Il cappello del prete – Emilio De Marchi * Impressioni di lettura

(prima edizione del 1888)
Di quando in quando mi capita di scaricare ebook gratuiti, relativi a romanzi i cui diritti d’autore sono scaduti e questo è uno degli ultimi che ho letto.
Si tratta non tanto di un giallo, anche se c’è un omicidio, quanto della storia di un rimorso. È comunque considerato il romanzo capostipite del noir italiano.
La vicenda è ambientata a Napoli, dove un nobile, il barone Carlo Coriolano di Santafusca, pieno di debiti e senza risorse, risolve di assassinare un prete, prete Cirillo, “un uomo pieno di denari, che egli aveva radunati un poco coll’usura, prestando ai pizzicagnoli,ai pescivendoli, ai galantini della Sezione, e molto colle vincite al lotto.”

cover-cappello-prete

Attenzione un po’ di SPOILER…
In realtà secondo me il finale è chiaro fino dall’inizio, l’interessante è il racconto di come vi si giunge.
L’omicidio si svolge secondo i piani del barone, ma il cappello nuovo che il prete aveva appena ritirato dal cappellaio agita le carte e alimenta il timore di essere scoperto e il rimorso del barone.
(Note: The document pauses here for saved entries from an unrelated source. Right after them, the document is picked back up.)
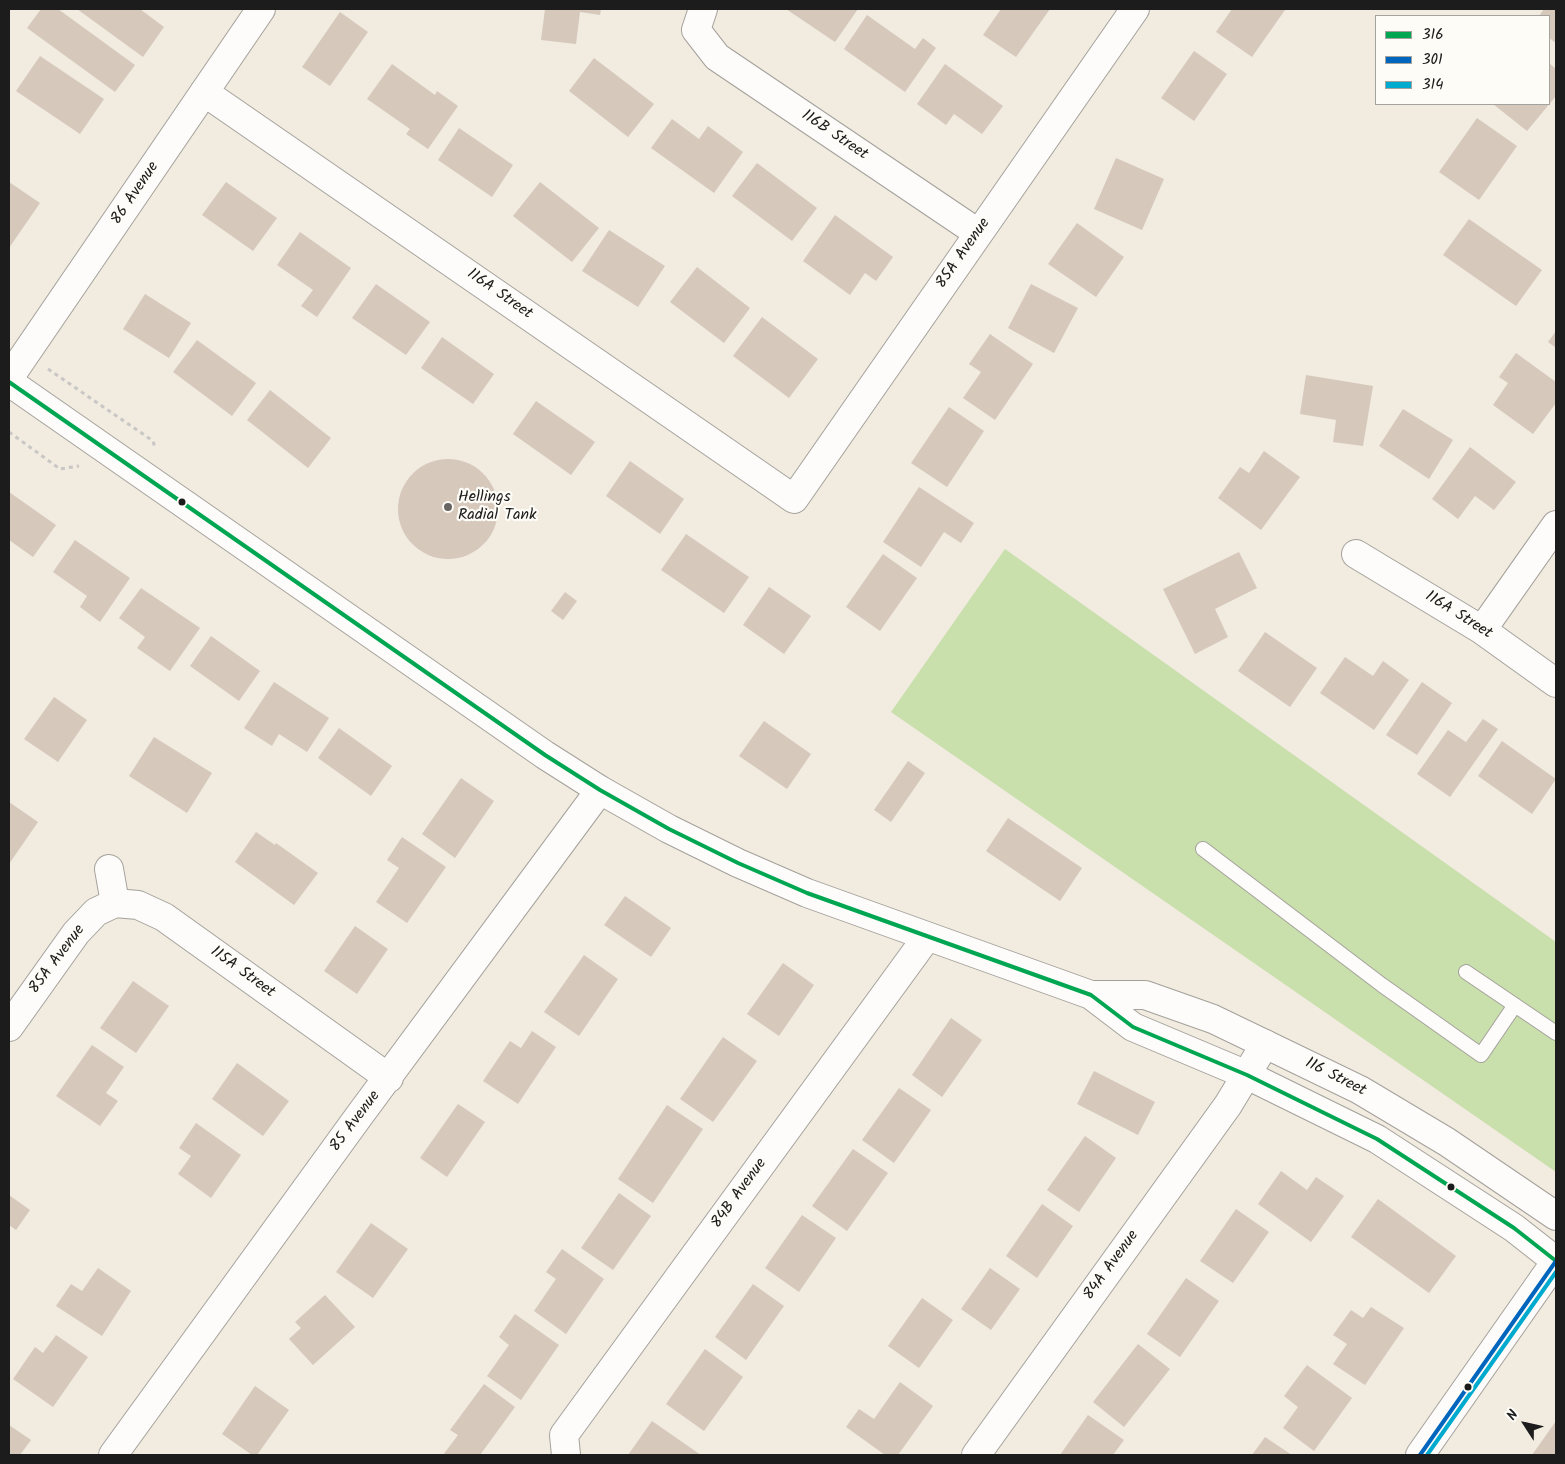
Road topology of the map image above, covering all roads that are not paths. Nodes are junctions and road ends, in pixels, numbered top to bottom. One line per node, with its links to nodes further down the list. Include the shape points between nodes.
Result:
1 (261, 9): 4 (street, 86 Avenue)
2 (1135, 9): 5 (street, 85A Avenue)
3 (699, 20): 5 (street, 116B Street, via 717,57)
4 (204, 92): 6 (street, 86 Avenue); 8 (street, 116A Street)
5 (978, 233): 8 (street, 85A Avenue)
6 (9, 378)
7 (9, 382): 13 (street, 116 Street, via 544,755)
8 (794, 499)
9 (1556, 525): 11 (street)
10 (1356, 554): 11 (street, 116A Street)
11 (1482, 630): 12 (street, 116A Street)
12 (1556, 683)
13 (600, 790): 17 (street, 116 Street, via 738,863 807,893); 25 (street, 85 Avenue)
14 (1203, 849): 20 (lane, via 1382,985 1481,1055)
15 (109, 869): 16 (street)
16 (115, 902): 21 (street, 85A Avenue, via 96,912 76,933); 25 (street, 115A Street, via 138,905 164,917)
17 (927, 937): 19 (street, 116 Street); 30 (street, 84B Avenue, via 564,1435)
18 (1466, 972): 20 (lane)
19 (1091, 995): 23 (street, 116 Street, via 1145,996 1213,1020); 24 (street, 116 Street, via 1132,1027)
20 (1515, 1005): 22 (lane)
21 (9, 1027)
22 (1556, 1033)
23 (1265, 1044): 24 (street, 84A Avenue); 26 (street, 116 Street, via 1360,1090 1447,1142)
24 (1247, 1075): 27 (street, 116 Street, via 1377,1139 1514,1228); 28 (street, 84A Avenue)
25 (389, 1078): 29 (street, 85 Avenue)
26 (1556, 1216)
27 (1556, 1261): 31 (street)
28 (979, 1454)
29 (113, 1455)
30 (566, 1455)
31 (1420, 1455)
Sembra infatti che il cappello viva di vita propria e il suo passare di mano in mano, fino a tornare in quella di chi l’aveva confezionato, desta nelle istituzioni e nella gente il dubbio che il prete abbia fatto una brutta fine.
Le indagini portano alla tenuta di campagna del barone che, alla lunga, non regge all’ansia e, quando viene interrogato, invece di limitarsi a rispondere “non so nulla” come aveva programmato di fare, si autoaccusa, svelando dettagli che solo l’assassino può conoscere.
Come contraltare ai due personaggi negativi, ovvero il barone e il prete, il quale, anche se vittima, era stato per tutta la vita un avido profittatore, c’è un altro sacerdote, il vecchio prete della parrocchia di Santafusca, Don Antonio, il cui scrupolo, perfino eccessivo, dà l’avvio alla parte pubblica delle vicende del cappello. Il vecchio è profondamente buone e coscienzioso, e agisce sempre coerentemente con quanto afferma con queste parole rivolte al campanaro Martino: “Voglio dire che il buon cristiano non deve tanto guardare al suo diritto quanto al suo dovere.”
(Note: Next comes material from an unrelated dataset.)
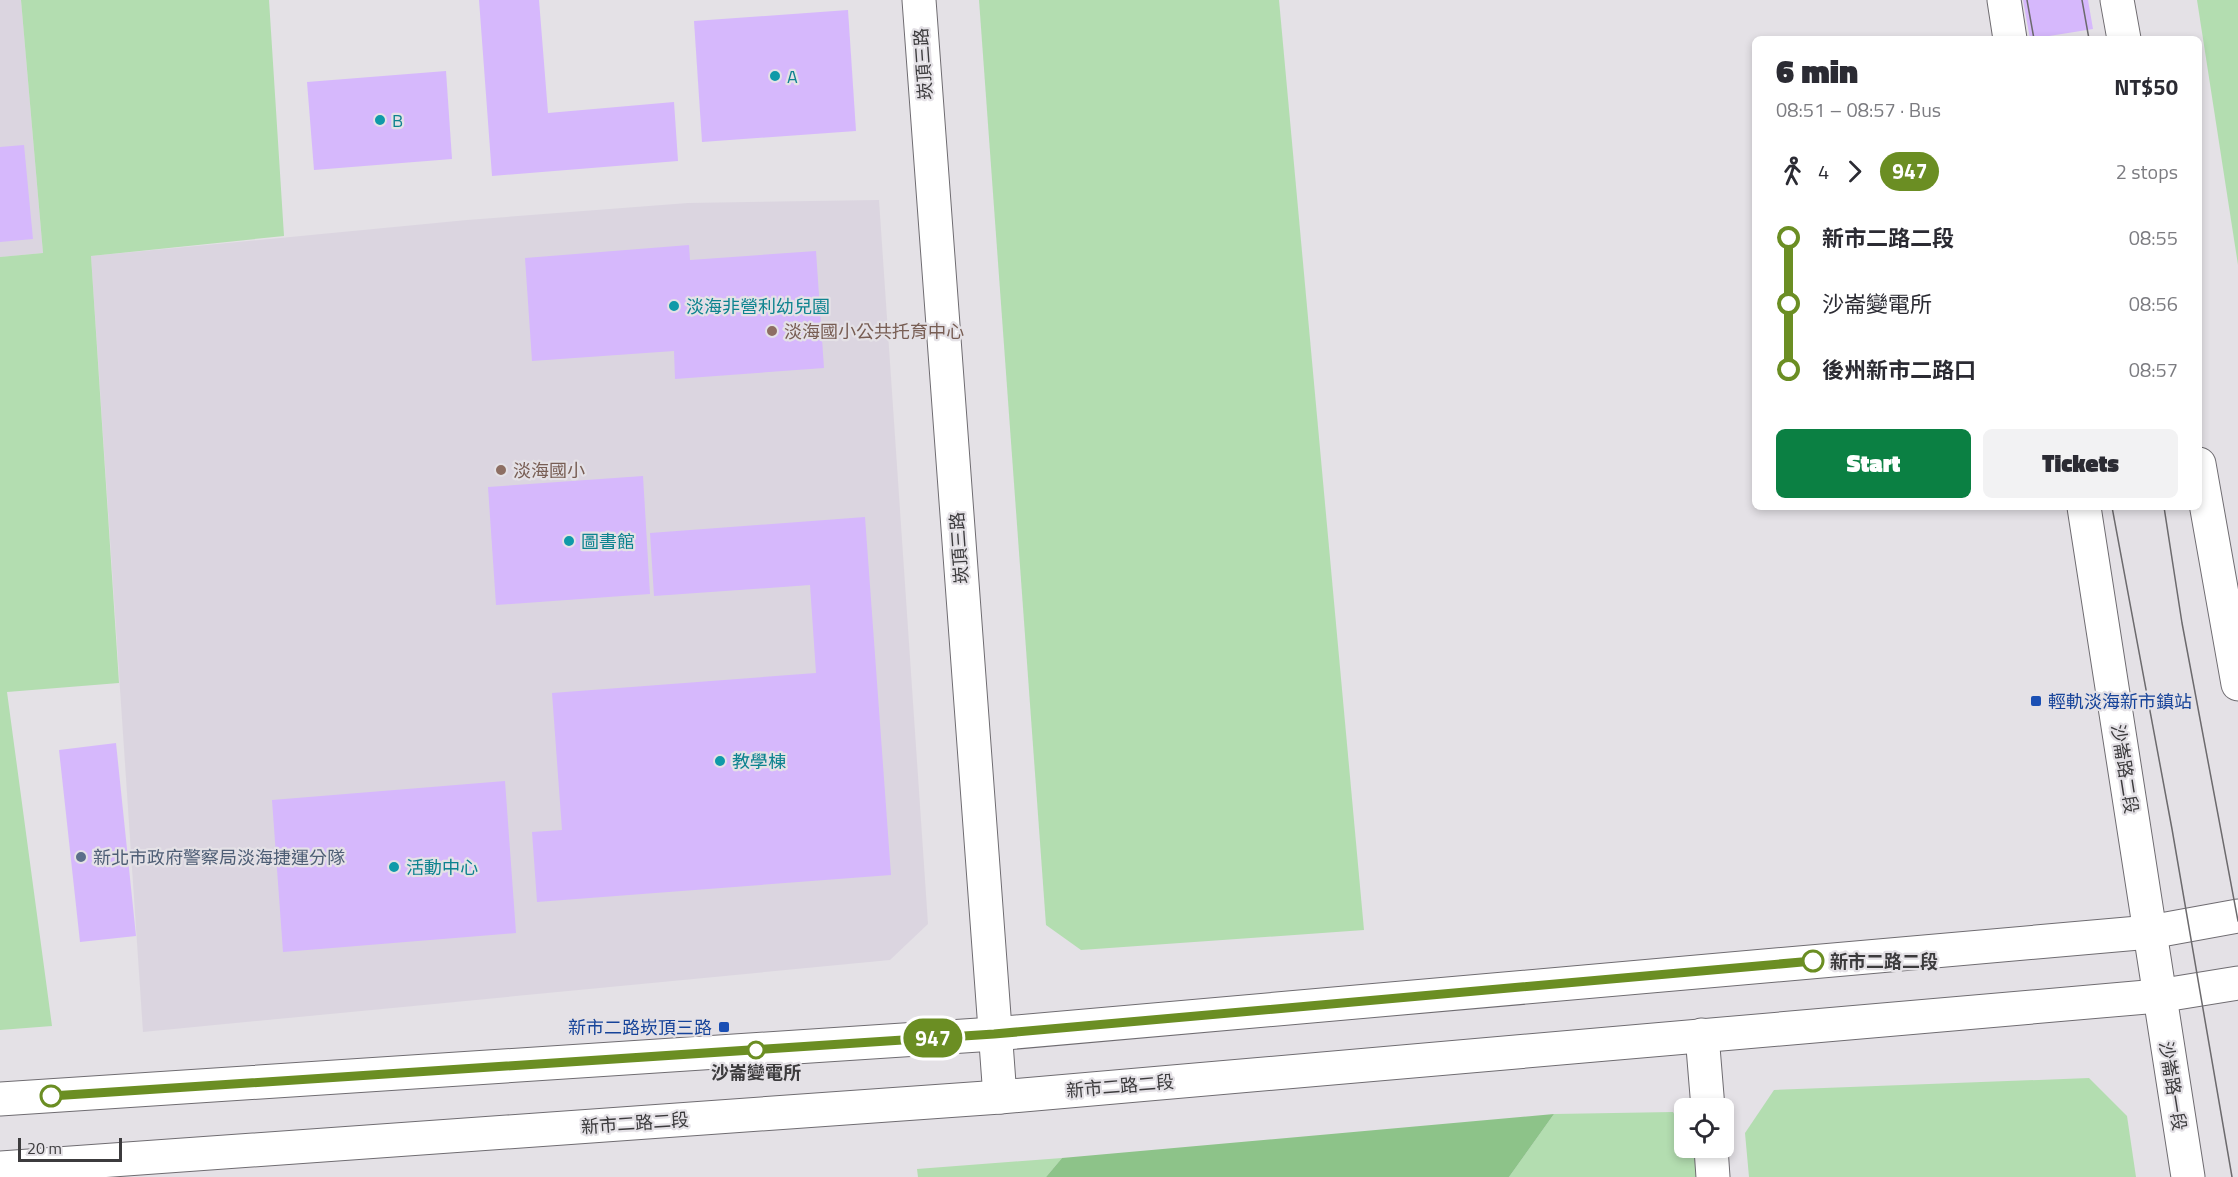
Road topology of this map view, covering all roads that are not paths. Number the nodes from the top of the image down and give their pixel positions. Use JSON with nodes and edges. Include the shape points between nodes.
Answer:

Insomma è una buona storia, la psicologia dei personaggi è ben descritta; il tono è a volte anche ironico e l’ambientazione, lontana nel tempo oltre un secolo, è interessante. Del resto De Marchi è considerato un narratore importante.

Dalla premessa dell’autore alla prima edizione

è un romanzo d’esperimento,…
Due ragioni mossero l’autore a scriverlo.
La prima, per provare se sia proprio necessario andare in Francia a prendere il romanzo detto d’appendice,…
La seconda ragione, fu per esperimentare quanto di vitale e di onesto e di logico esiste in questo gran pubblico così spesso calunniato e proclamato come una bestia vorace che si pasce solo di incongruenze, di sozzure, di carni ignude, e alla quale i giornalisti a centomila copie credono di servire di truogolo.
L’esperimento ha dimostrato già a quest’ora le due cose, cioè che anche da noi si saprebbe fare come gli altri, e col tempo forse molto meglio per noi, e poi che il signor pubblico è meno volgo di quel che l’interesse e l’ignoranza nostra s’ingegnano di fare.